Slides

Video for the 19th November 2020 session

Video for the 23rd November 2020 session

Video for the 1st December 2020 session

Linear Regression handout

Logistic Regression handout


Files for this topic's exercises


Assignment 5

1) Take a dataset for regression analysis with a minimum of 5 predictors (e.g.: https://towardsdatascience.com/regression-analysis-on-life-expectancy-6914775a77e2). Describe the dataset (predictors, response, number of data points). Perform exploratory data analysis (with scatterplot matrix and heatmaps) to find out how the variables are related. Please divide the data for training and testing. Use stepwise regression to fit a model and find out the most significant variables in the model. How well did the model fit the test data? Describe the model equation, root mean squared error (RMSE) and comment if the assumptions are met. If the assumptions are not met, how would you improve the model? Please describe in words about the relationship between the significant predictors and the response. Please share the notebook (the code and the screenshots of the visualizations) to show this work with the assignment.

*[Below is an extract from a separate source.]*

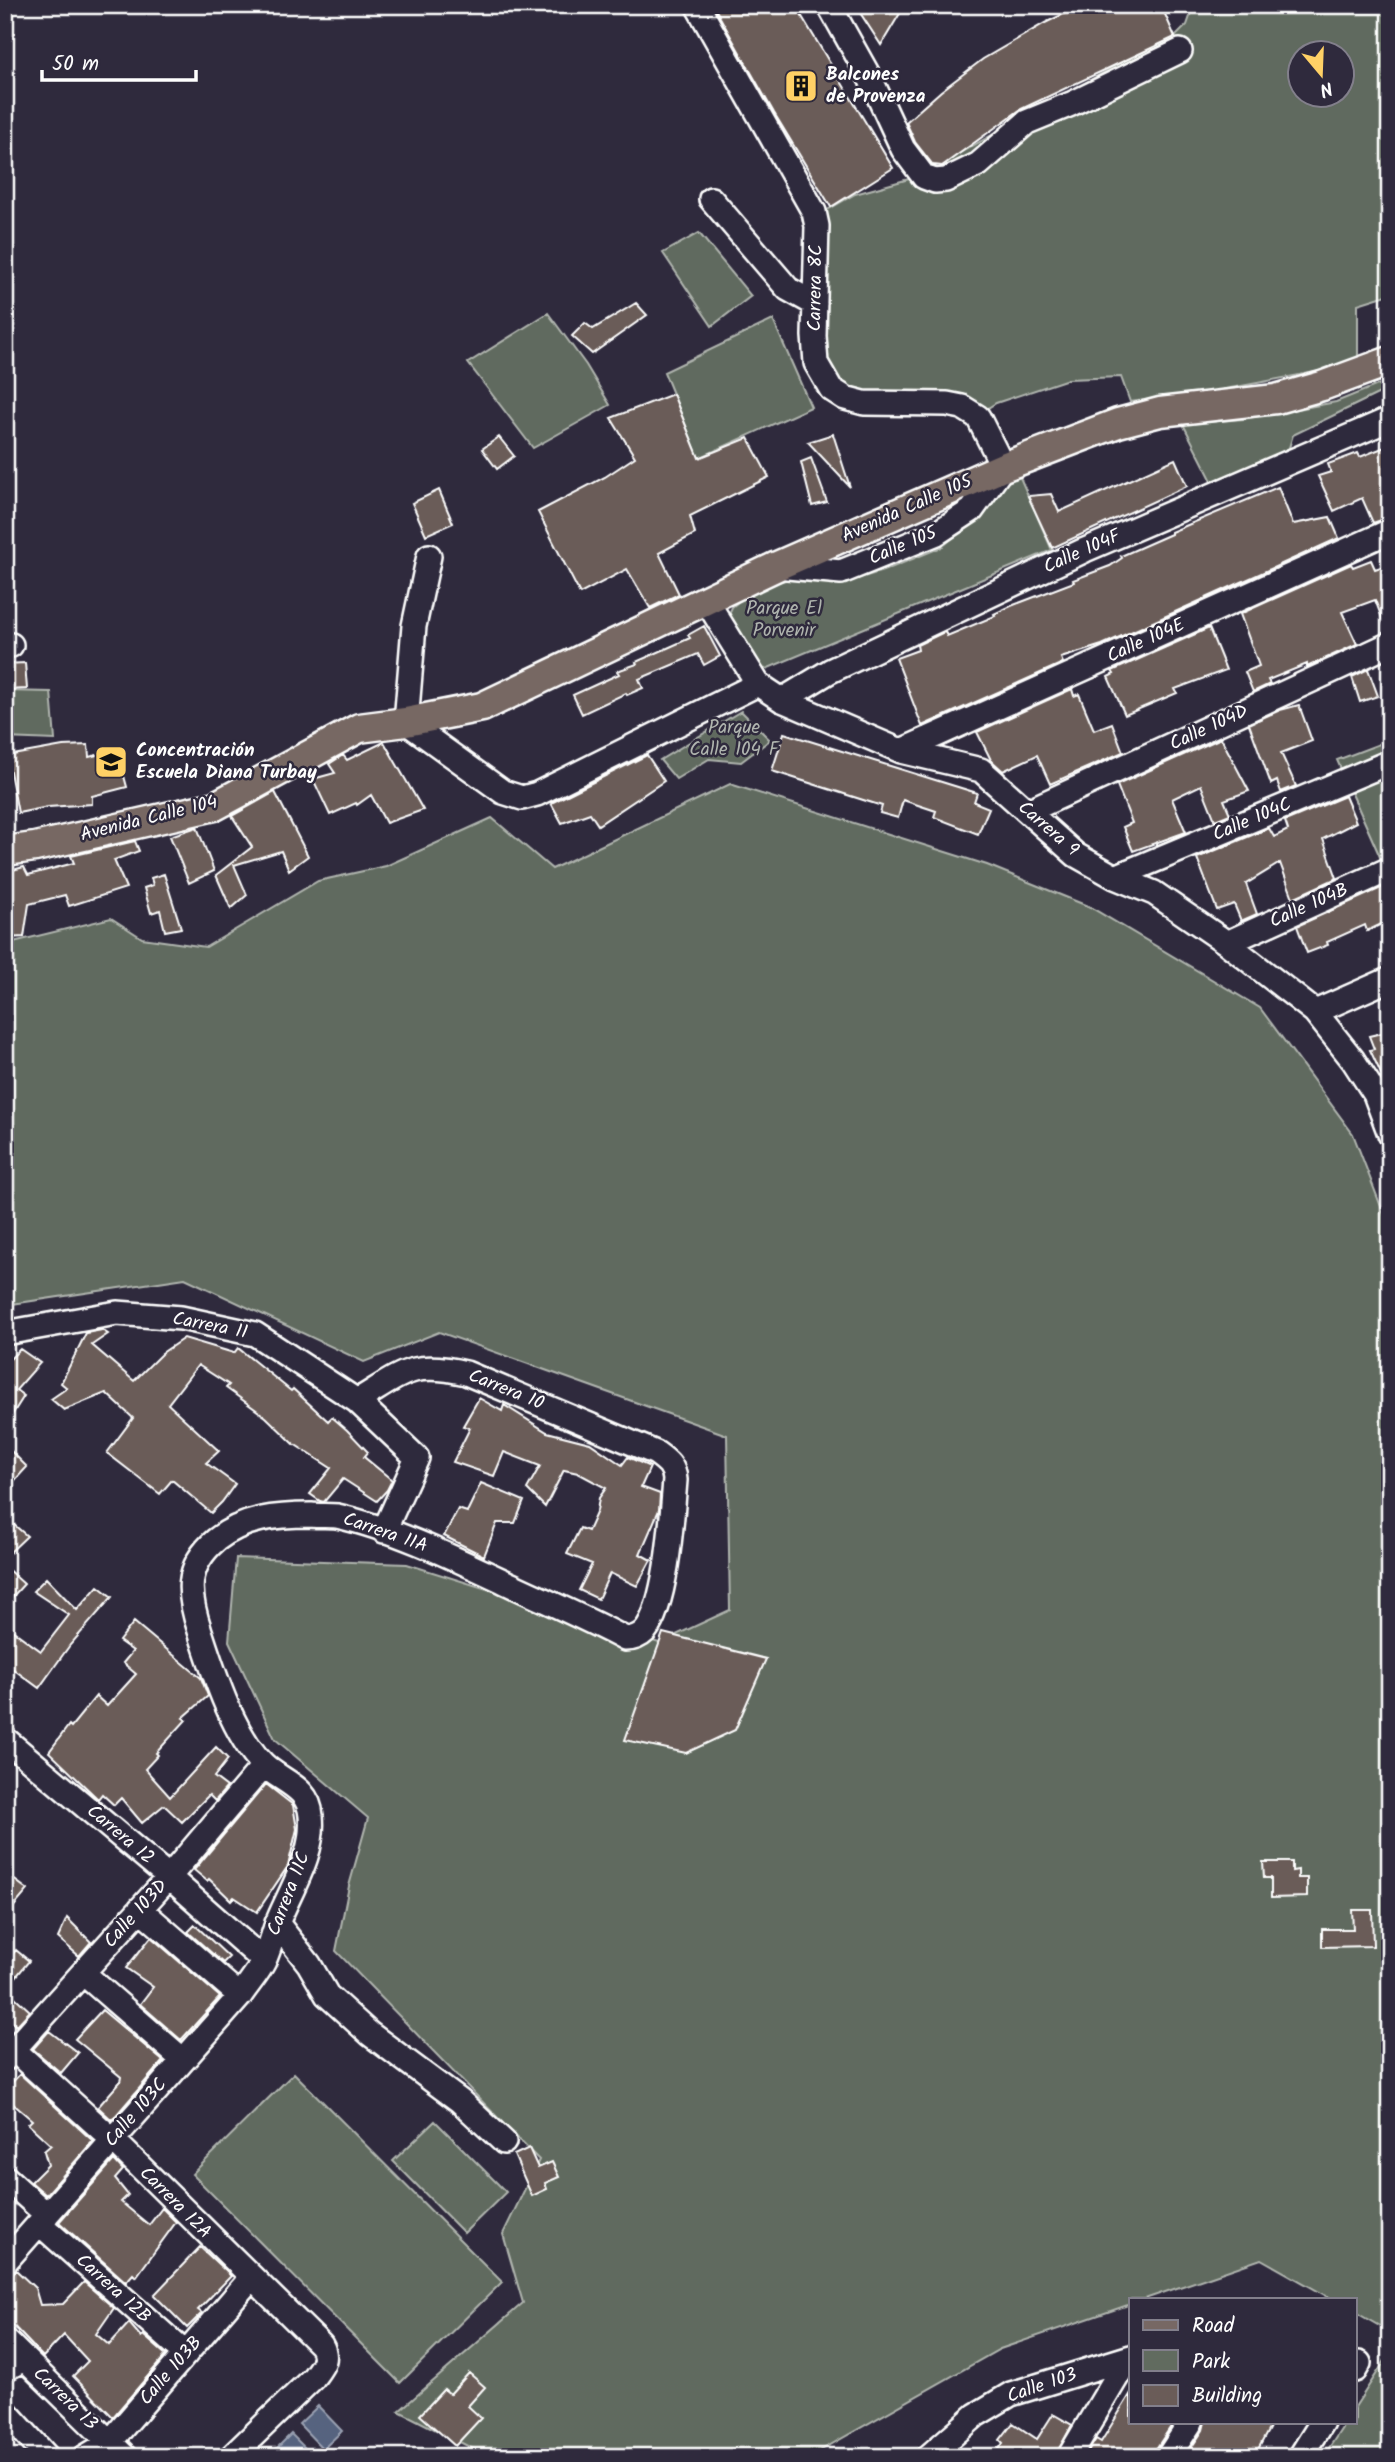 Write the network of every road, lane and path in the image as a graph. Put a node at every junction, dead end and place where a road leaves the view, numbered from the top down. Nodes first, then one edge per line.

2) Take a dataset for classification analysis with a minimum of 3 predictors (e.g.: accelerometer data from a smart phone for human activity recognition). Describe the dataset (predictors, response, number of data points). Perform exploratory data analysis to understand the relationships between the variables. Please divide the data for training and testing. What algorithm is used for fitting the model? What accuracy is achieved when the model is fit? Which of the predictors are significant? How well did the model fit the test data? What is the confusion matrix for this model and what do you infer from it? Please describe in words about the relationship between the significant predictors and the response. Please share the notebook (the code and the screenshots of the visualizations) to show this work with the assignment.

Use any data science platform of choice. Please provide the references to where you obtained the datasets from.

Deadline

Assignment due on 5th January 2020.